A defeaning silence on China
©The Edge Review 2015
In recent days the 2016 US presidential election contest has begun to take clearer shape, some 18 months before the vote. Each day, it seems, brings a fresh announcement from the latest contender or pretender hoping to succeed Barack
Obama in the White House.
Surprisingly, foreign affairs and national security issues appear to be moving to the forefront, with several pundits openly predicting 2016 will be a “foreign-
policy election”. Obama’s nuclear deal with Iran, his opening to Cuba, the rise of the so-called Islamic State (IS), the civil war in Syria and the fear of a revanchist Russia are all likely to be debated and dissected on the campaign trail.
But the next administration’s biggest foreign policy challenge is unlikely even to warrant a mention from the would-be presidents: how to deal with a rising China and the threat that it poses to Southeast Asia.
Sadly, the silence is not really surprising. The US-China relationship is hugely complex, not easily summarized for bumper stickers and catchy TV sound bites.
In his losing 2012 presidential bid, Republican candidate Mitt Romney tried the “get tough on China” tack, repeatedly threatening that he would label China a “currency manipulator” on his first day in office. His repeated attacks on China for “cheating” and “selling counterfeit goods” so rattled Beijing that he was forced to dial back to a more tempered tone.
Obama was generally more measured. But he mainly used China as a foil to speak of America’s own failings – for example, describing how Chinese students were outscoring their US counterparts on international tests as a way to exhort taxpayers to spend more on public education.
This time around, China ought to feature more prominently as an issue.
A few foreign affairs analysts such as Fareed Zakaria have rightly noted that future global stability does not hinge on whether the Houthis seize power in Yemen or if the Iraqi army can retake Mosul. The motley rebels advancing on Damascus might overthrow Bashir al-Assad, but then Syria will become another failed state like Libya or Somalia and the world will grind on.
What does matter is whether China under President Xi Jinping rises peacefully as a superpower, adopting the accepted rules and norms of the international
system, or whether it rises belligerently and aggressively, unilaterally seizing territory it claims as historically its own.
There are troubling signs from the South China Sea that Beijing’s leaders are adopting the latter approach. China has been reclaiming land on some isolated island reefs and building airstrips that could allow its military to install missile batteries, resupply its fleet and perhaps declare an Air Defence Identification Zone (ADIZ) over the entire area. This has raised alarms within ASEAN, particularly among the rival territorial claimants, Vietnam and the Philippines.
In a conflict, how far would the US go to defend the Philippines, with which it has a mutual defence treaty? How much should it help Vietnam build up its maritime capabilities? Is China under Xi a US adversary or a partner?
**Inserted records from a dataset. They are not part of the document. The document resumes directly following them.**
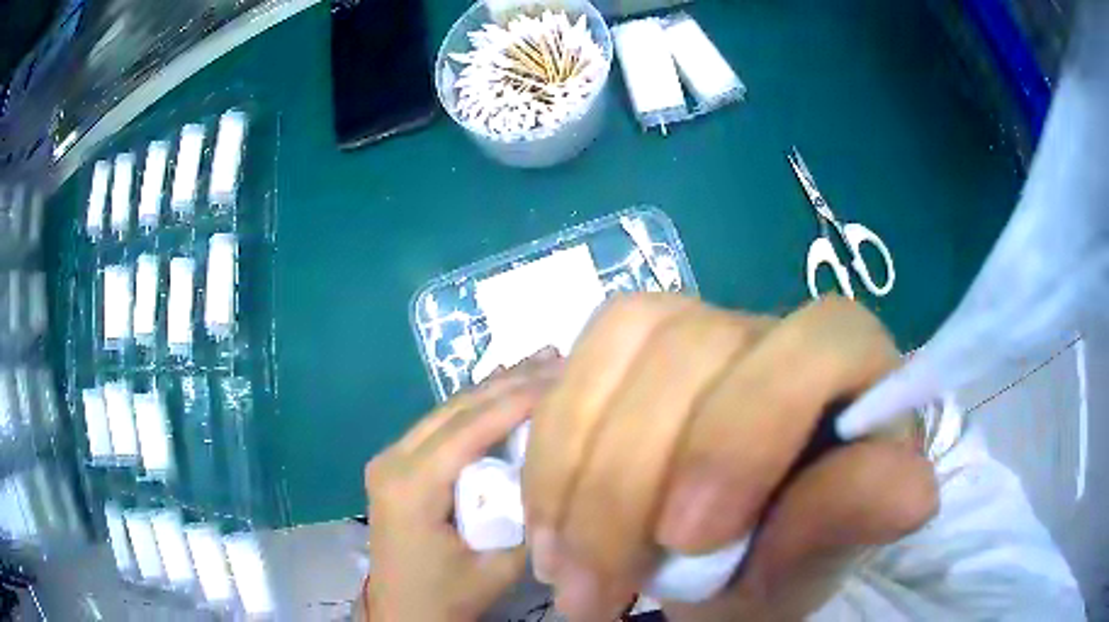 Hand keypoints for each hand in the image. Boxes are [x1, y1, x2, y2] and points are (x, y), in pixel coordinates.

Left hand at [363, 350, 561, 621]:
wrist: (403, 612)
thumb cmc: (448, 595)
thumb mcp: (499, 568)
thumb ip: (532, 519)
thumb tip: (565, 471)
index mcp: (411, 487)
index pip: (469, 429)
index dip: (518, 399)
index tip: (563, 376)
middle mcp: (392, 460)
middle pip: (455, 409)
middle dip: (509, 381)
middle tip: (556, 356)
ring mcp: (389, 459)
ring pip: (446, 411)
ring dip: (492, 387)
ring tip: (537, 362)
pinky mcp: (395, 465)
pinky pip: (439, 426)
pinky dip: (475, 407)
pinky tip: (502, 390)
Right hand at [522, 295, 937, 620]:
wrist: (721, 555)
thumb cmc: (782, 558)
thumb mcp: (809, 564)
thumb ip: (847, 523)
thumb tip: (914, 494)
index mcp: (852, 367)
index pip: (815, 349)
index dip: (743, 435)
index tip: (685, 539)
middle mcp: (775, 330)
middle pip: (691, 348)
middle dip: (626, 486)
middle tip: (595, 591)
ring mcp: (699, 326)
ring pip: (620, 344)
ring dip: (572, 475)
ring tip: (561, 568)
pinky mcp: (634, 346)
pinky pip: (576, 367)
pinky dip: (550, 454)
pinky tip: (549, 523) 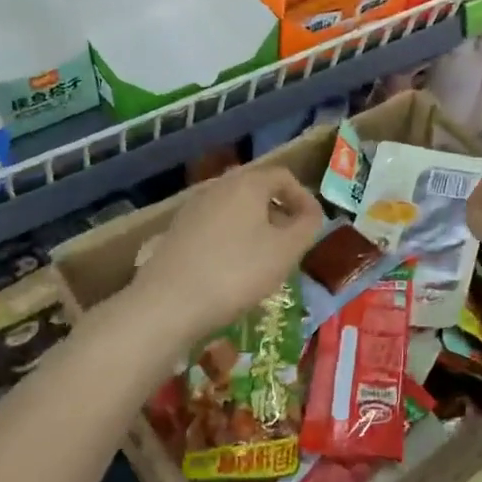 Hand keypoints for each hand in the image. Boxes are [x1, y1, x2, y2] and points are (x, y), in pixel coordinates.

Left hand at [132, 164, 323, 346]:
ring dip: (255, 227)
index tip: (314, 226)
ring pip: (235, 209)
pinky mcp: (176, 231)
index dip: (304, 198)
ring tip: (265, 259)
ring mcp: (193, 208)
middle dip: (279, 213)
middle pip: (257, 190)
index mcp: (247, 183)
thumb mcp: (285, 251)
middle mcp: (217, 186)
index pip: (284, 176)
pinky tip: (232, 269)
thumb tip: (311, 214)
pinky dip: (232, 239)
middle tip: (291, 243)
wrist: (167, 304)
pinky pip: (215, 226)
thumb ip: (307, 226)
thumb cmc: (236, 272) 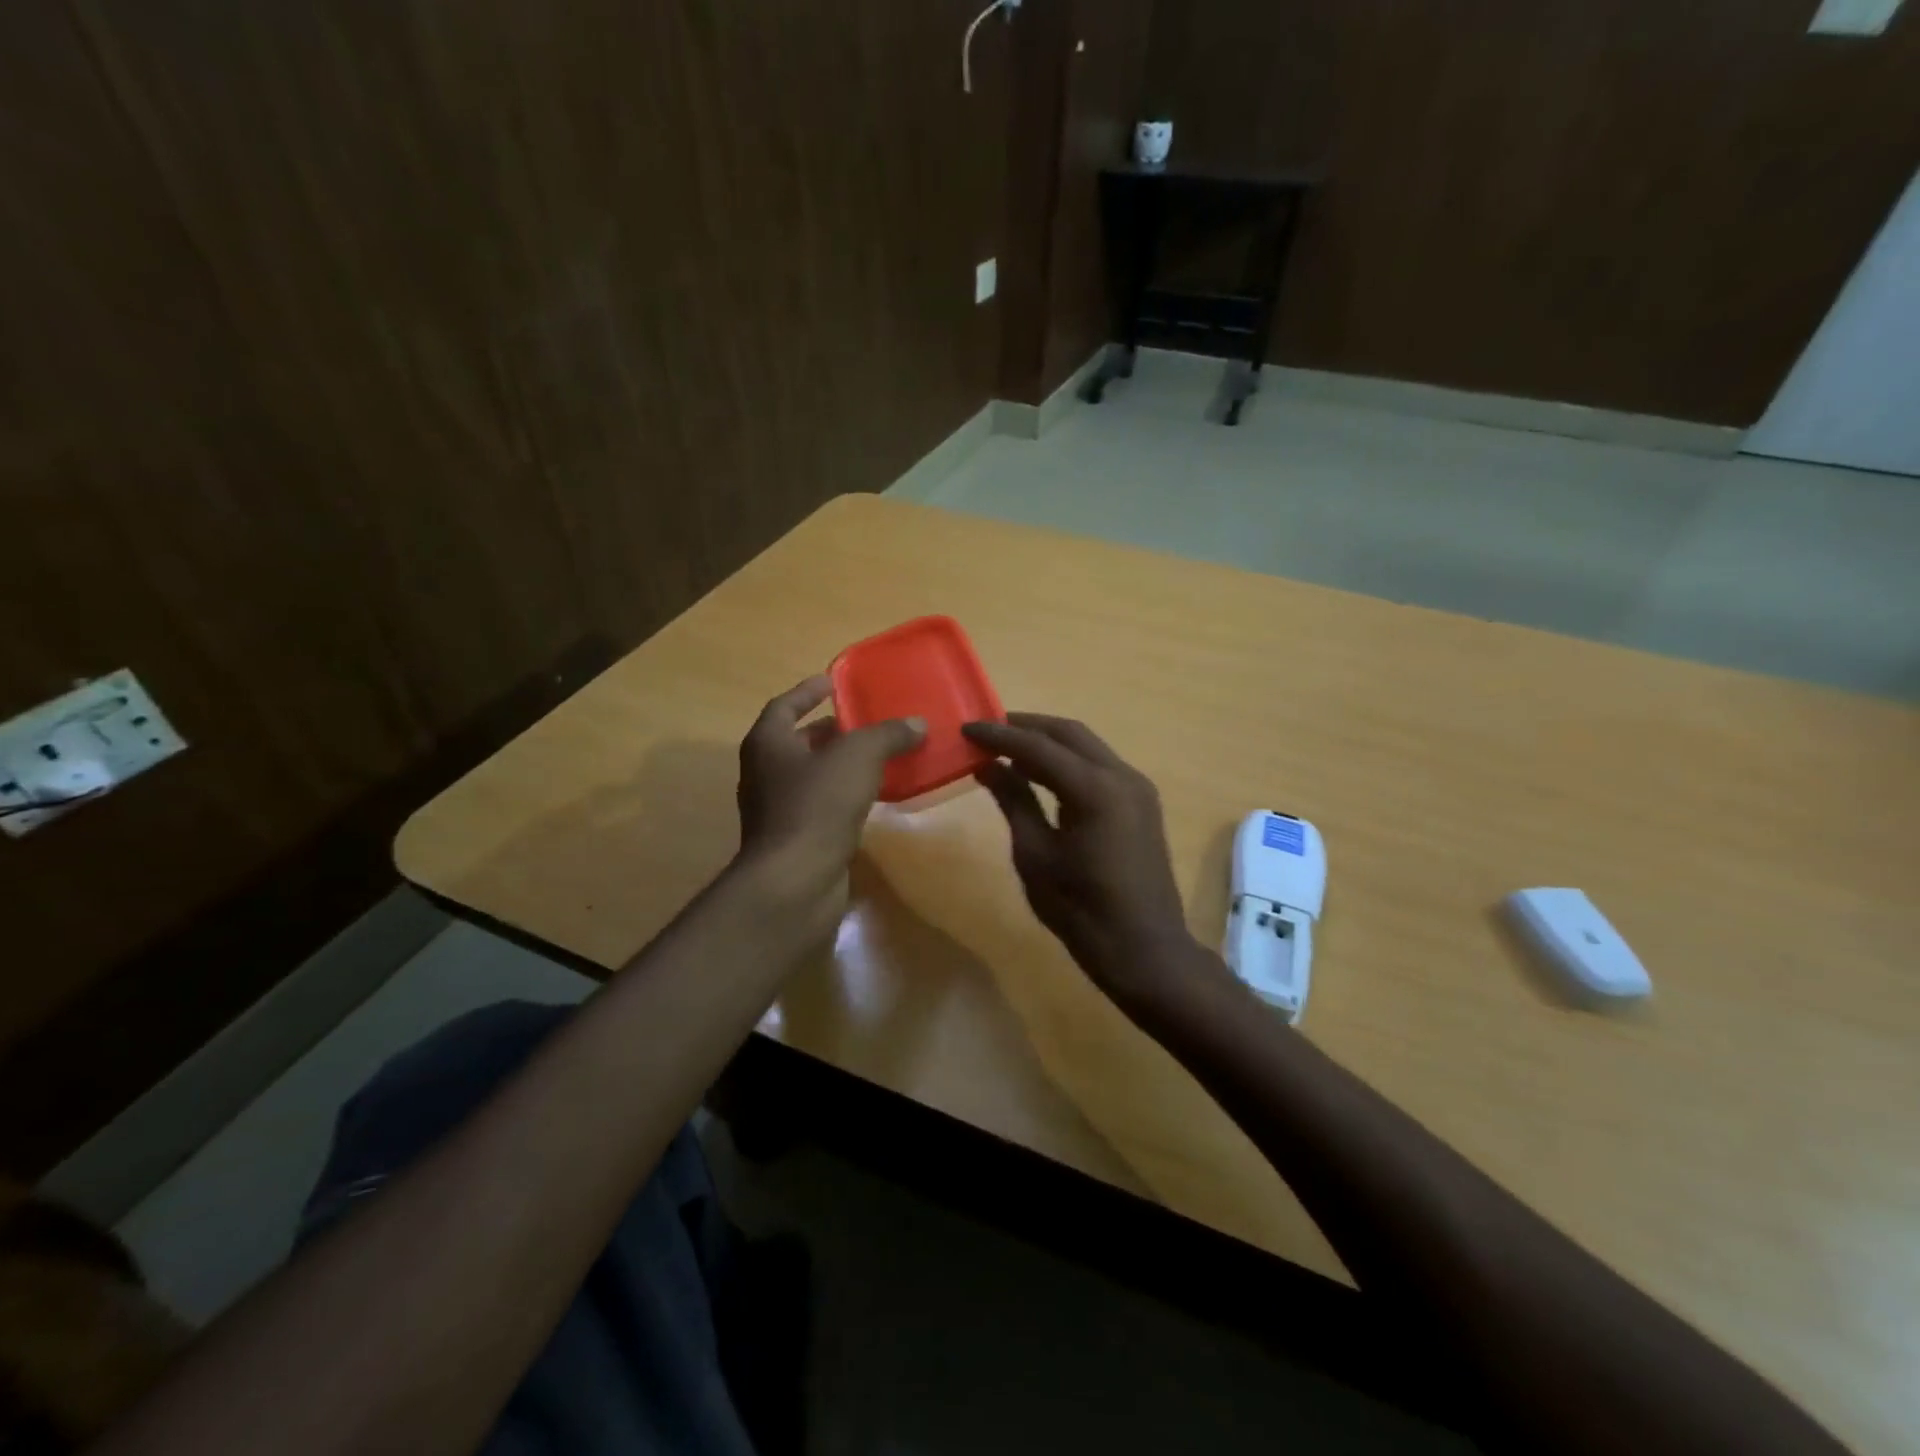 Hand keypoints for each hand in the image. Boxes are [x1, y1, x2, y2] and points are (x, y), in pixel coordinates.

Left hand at [735, 676, 923, 910]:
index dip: (808, 691)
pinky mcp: (795, 839)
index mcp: (767, 744)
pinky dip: (843, 795)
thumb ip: (887, 735)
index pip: (784, 706)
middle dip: (830, 730)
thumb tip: (917, 723)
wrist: (795, 880)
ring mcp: (776, 810)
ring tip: (877, 754)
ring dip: (839, 764)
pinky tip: (873, 796)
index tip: (833, 681)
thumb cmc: (817, 805)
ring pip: (811, 776)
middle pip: (797, 742)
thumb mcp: (858, 757)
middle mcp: (764, 773)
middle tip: (864, 721)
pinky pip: (821, 806)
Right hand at [963, 713, 1200, 1000]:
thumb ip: (1014, 801)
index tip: (967, 727)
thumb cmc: (1081, 910)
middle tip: (988, 730)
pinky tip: (1041, 773)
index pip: (1038, 746)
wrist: (1144, 949)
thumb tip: (987, 764)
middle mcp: (1122, 776)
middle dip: (1027, 726)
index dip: (1000, 735)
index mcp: (1095, 789)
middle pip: (1069, 733)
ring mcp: (1138, 788)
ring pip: (1088, 746)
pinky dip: (1069, 761)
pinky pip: (1100, 766)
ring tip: (1008, 747)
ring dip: (1048, 741)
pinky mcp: (1142, 803)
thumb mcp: (1035, 855)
These are questions I’d love to see the presidential candidates address.
Dean Cheng, a security analyst with the Heritage Foundation think tank in Washington and an expert on the South China Sea dispute, has a proposal that merits attention, which may be summed up as “white hull vs. grey hull”. Cheng says the US should consider basing some “white hull” US Coast Guard cutters in the Pacific, maybe Japan, as a way of signalling American resolve but without over-militarising the area with the “grey hulls” of Navy warships.
“What nobody wants is to introduce naval forces into the mix,” Cheng said. But the US Coast Guard is law enforcement, not military. “It’s at the invitation of the local government. It’s not militarizing the problem.”
Cheng’s idea and others deserve a real debate among our would be presidents. Instead, so far we get only finger-pointing rhetorical nonsense about “Who lost Mosul?” and whether there was a cover-up in Benghazi.
Hillary Clinton, the presumptive Democratic nominee, is inarguably the best versed on Asia and China. As Secretary of State, she gave voice to the Obama administration’s “pivot” to Asia policy. She also rattled Beijing in 2010 by declaring at an ASEAN Regional Forum meeting that the US had a stake in the South China Sea.
I’m hoping Clinton will break the silence and articulate a clear policy for dealing with China’s rise in the 21st century. From the Republican side, just expect more bombast and sound bites.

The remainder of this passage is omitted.